TOKYO (Reuters) - Khosi Saqr lives in Butte, Montana, birthplace of motorcycle rider Evel Knievel, but he has never felt quite at home. Then a mysterious stranger appears in town, launching him on a path that leads to Egypt and the father who abandoned him.
Khosi, the half-Egyptian hero of “Evel Knievel Days,” was inspired partly by author Pauls Toutonghi’s own background as the son of a Latvian mother and Egyptian father, and his desire to reconnect with his Egyptian roots, which led him to Egypt in March 2011 after the protests that swept President Hosni Mubarak from power.
Toutonghi spoke with Reuters about his book, writing and his views of the state of fiction today.
Q: Why this character, why Butte, why Evel Knievel?
A: “It’s kind of an unlikely mix. Well, I fell in love with Butte at a very young age. I love all these northern U.S. cities. My first book was set in Milwaukee. I love Detroit, these northern industrial cities that have a legacy of industrial expansion.
“In the case of Butte, it’s mineral wealth that drove its expansion, and it was huge. It was a boom town. In 1890 it was the largest city west of the Mississippi; it had 110,000 residents, the first electrified city in the country. There’s something really powerful for me in places that were once something and have fallen on hard times and are now much less grand. It’s just because there’s a lack there that you don’t always get in American settings and American culture.
“I spent a lot of time in Montana when I was a kid. My parents and I would go on long road trips from Seattle. So I’d been through Butte. I could picture it really well, sort of in the way that a child would imagine it, a distant memory of it. So I was thinking I had always wanted to set something there, and I started writing and it took off.”
Q: You had the setting in mind. Did you come up with the characters first, or work from an image?
A: “It’s not an image that’s in the novel but it’s in the spirit of the novel. My wife, who is also a writer, gave me an old slide. It says ‘Copper smelters and mines, Butte, Montana.’ There’s this image of a boy and he’s sitting in front of a pool of water and he’s wearing a hat, and he’s looking off across the water. He’s wearing a newsboy cap. And in the distance there are just rows and rows of smelters, and one of them has a big plume of smoke coming out of the top of it. It’s black and white, a turn of the century image. It’s really beautiful, this image of him looking out over the lake. That’s where I started.
“I went from image to image. I love that Virginia Woolf quote, ‘Life is a series of gig lamps strung together, illuminating the dark.’ To me, that’s what fiction is, that’s what fiction writing is. You go from illuminated moment and illuminated moment, and those happened for me throughout the book.”
Q: Do you outline before you start writing?

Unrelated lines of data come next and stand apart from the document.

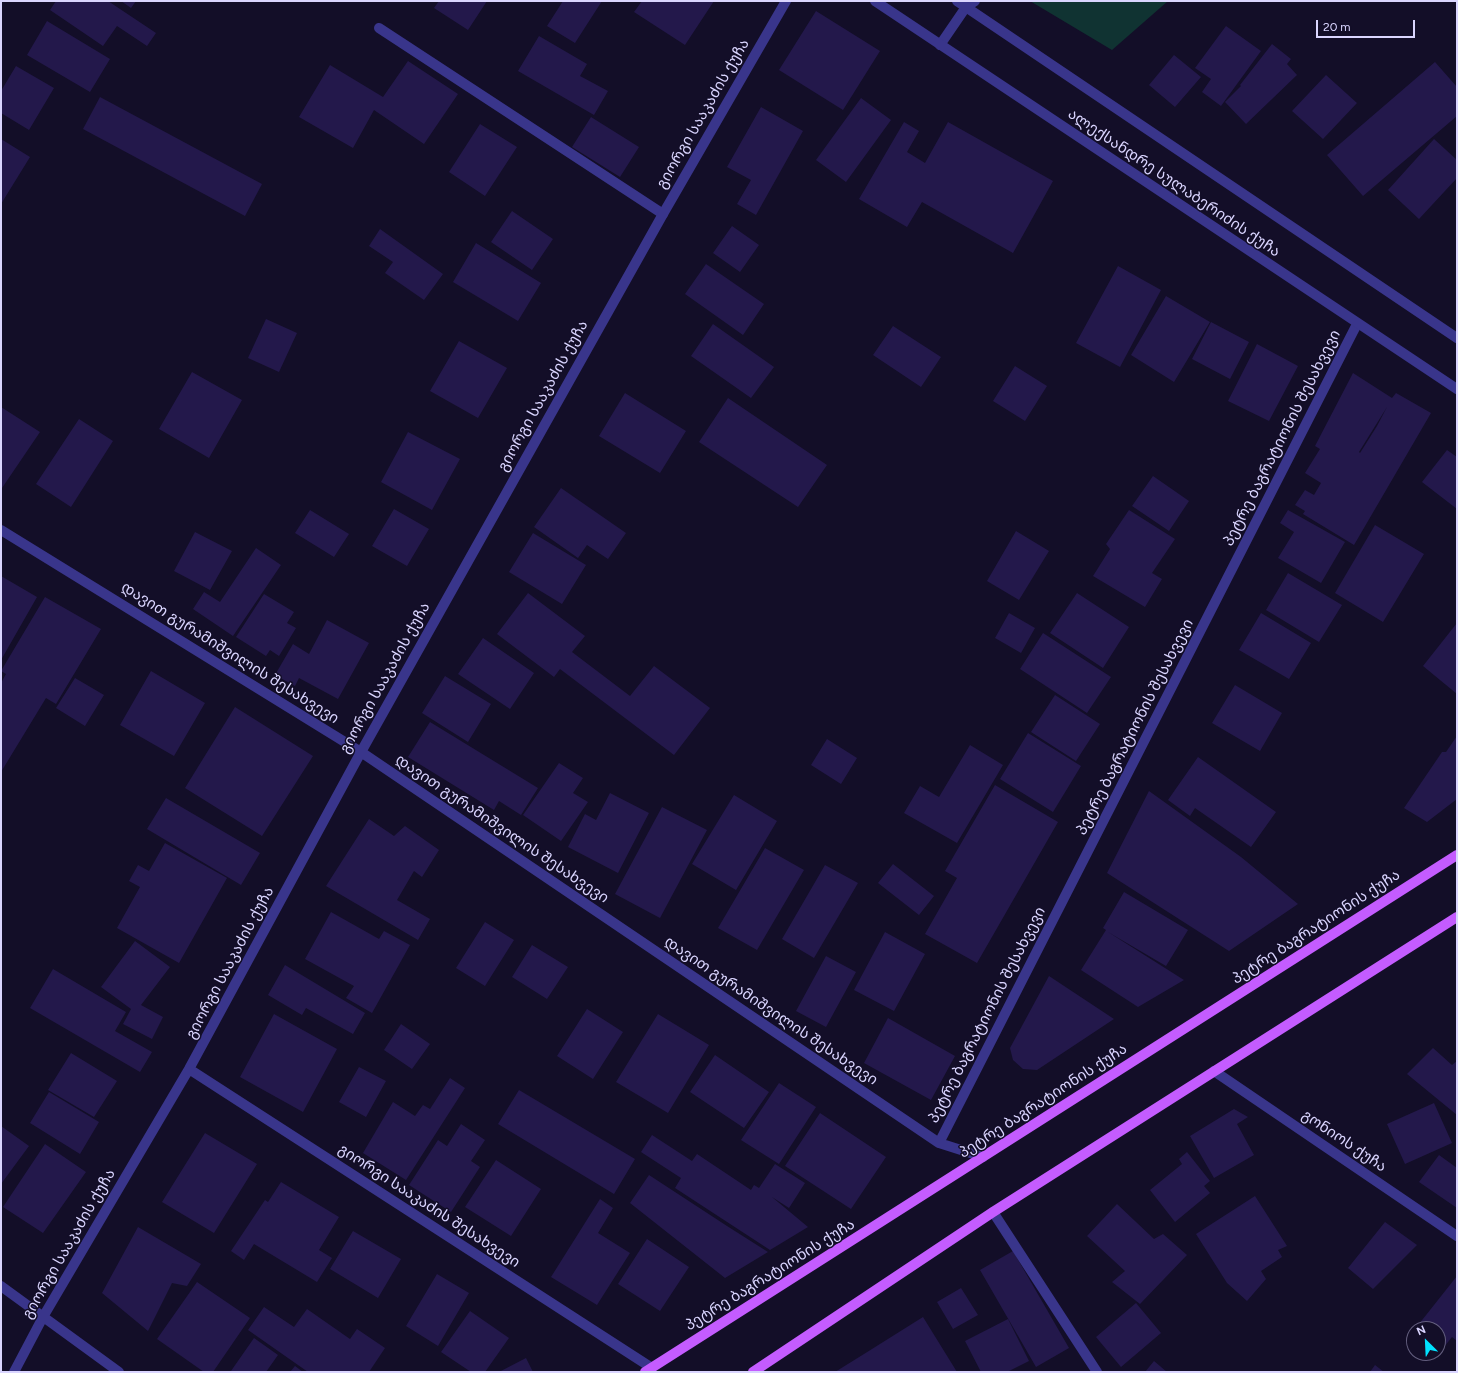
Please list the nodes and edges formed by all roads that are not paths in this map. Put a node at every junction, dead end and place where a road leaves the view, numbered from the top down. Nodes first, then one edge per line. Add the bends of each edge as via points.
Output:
1 (786, 1) edge
2 (875, 1) edge
3 (975, 1) edge
4 (961, 4) edge
5 (379, 28) dead end
6 (940, 45) junction
7 (663, 214) junction
8 (1357, 324) junction
9 (1457, 338) edge
10 (1457, 389) edge
11 (1, 530) edge
12 (361, 752) junction
13 (1457, 854) edge
14 (1457, 917) edge
15 (189, 1070) junction
16 (1214, 1071) junction
17 (939, 1143) junction
18 (983, 1157) junction
19 (993, 1212) junction
20 (1457, 1236) edge
21 (1, 1286) edge
22 (43, 1317) junction
23 (648, 1370) edge
24 (14, 1372) edge
25 (119, 1372) edge
26 (752, 1372) edge
27 (1098, 1372) edge

1 - 7 street, გიორგი სააკაძის ქუჩა
2 - 6 street, ალექსანდრე სულაბერიძის ქუჩა
3 - 4 street
4 - 6 street
4 - 9 street, ალექსანდრე სულაბერიძის ქუჩა
5 - 7 street
6 - 8 street, ალექსანდრე სულაბერიძის ქუჩა
7 - 12 street, გიორგი სააკაძის ქუჩა
8 - 10 street, ალექსანდრე სულაბერიძის ქუჩა
8 - 17 street, პეტრე ბაგრატიონის შესახვევი
11 - 12 street, დავით გურამიშვილის შესახვევი
12 - 15 street, გიორგი სააკაძის ქუჩა
12 - 17 street, დავით გურამიშვილის შესახვევი
13 - 18 main road, პეტრე ბაგრატიონის ქუჩა
14 - 16 main road
15 - 22 street, გიორგი სააკაძის ქუჩა
15 - 23 street, გიორგი სააკაძის შესახვევი
16 - 19 main road
16 - 20 street, გონიოს ქუჩა
17 - 18 street, დავით გურამიშვილის შესახვევი
18 - 23 main road, პეტრე ბაგრატიონის ქუჩა
19 - 26 main road
19 - 27 street
21 - 22 street
22 - 24 street, გიორგი სააკაძის ქუჩა
22 - 25 street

A: “It’s a mix. I like to have a pretty decent sense of the bones of the scenes, the structure of the scenes. So I’ll jot notes to myself. As a result of that, when I look back on my own outlines two years later it doesn’t make any sense to me. It’s a private language that I have with myself at the time that I’m writing the book, and then the remembrances of what everything exactly meant don’t linger ... But I try to have a general sense of what’s going to happen in the scene and how those will piece together, and then discover the specifics of the scene as I go along.”
Q: I know you’ve said that some of it is drawn from life.
A: “As I was working on the book, I really had a strong, overpowering desire to go back to Egypt with my dad. I think it was just because I was working with this material and I was thinking, ‘Hey, in my own life, I’m not taking this journey that my fictional character is taking. If I don’t live what I’m writing about, I’m going to regret it.’ My dad is 80 years old. He’s not in great health. So I decided that it was now or never, and we booked our tickets to go back. He hadn’t been back in 65 years ... We ended up going in March (2011), and it was amazing. It was just an incredible trip to see what we saw.”
Q: What has happened to fiction and is it good or bad?
A: “I worry about the encroachments of busy-ness on our daily lives, and I think that especially as creative professionals, or even as people who are not creative professionals, that you need a certain amount of serenity and tranquility and peace to be able to read. It could be partly the fact that I have two-year-old twins, but I feel it certainly - and it’s not just the twins. I believe that we’re losing the space to read as a culture. As I say that, I wonder if that’s true, but I think it is. I’m nervous about fiction.
“There’s a lot of really exciting stuff happening, though. There’s a lot of really excellent writers doing great work out there who are imaginative and strange and working to advance the form. But I am concerned.”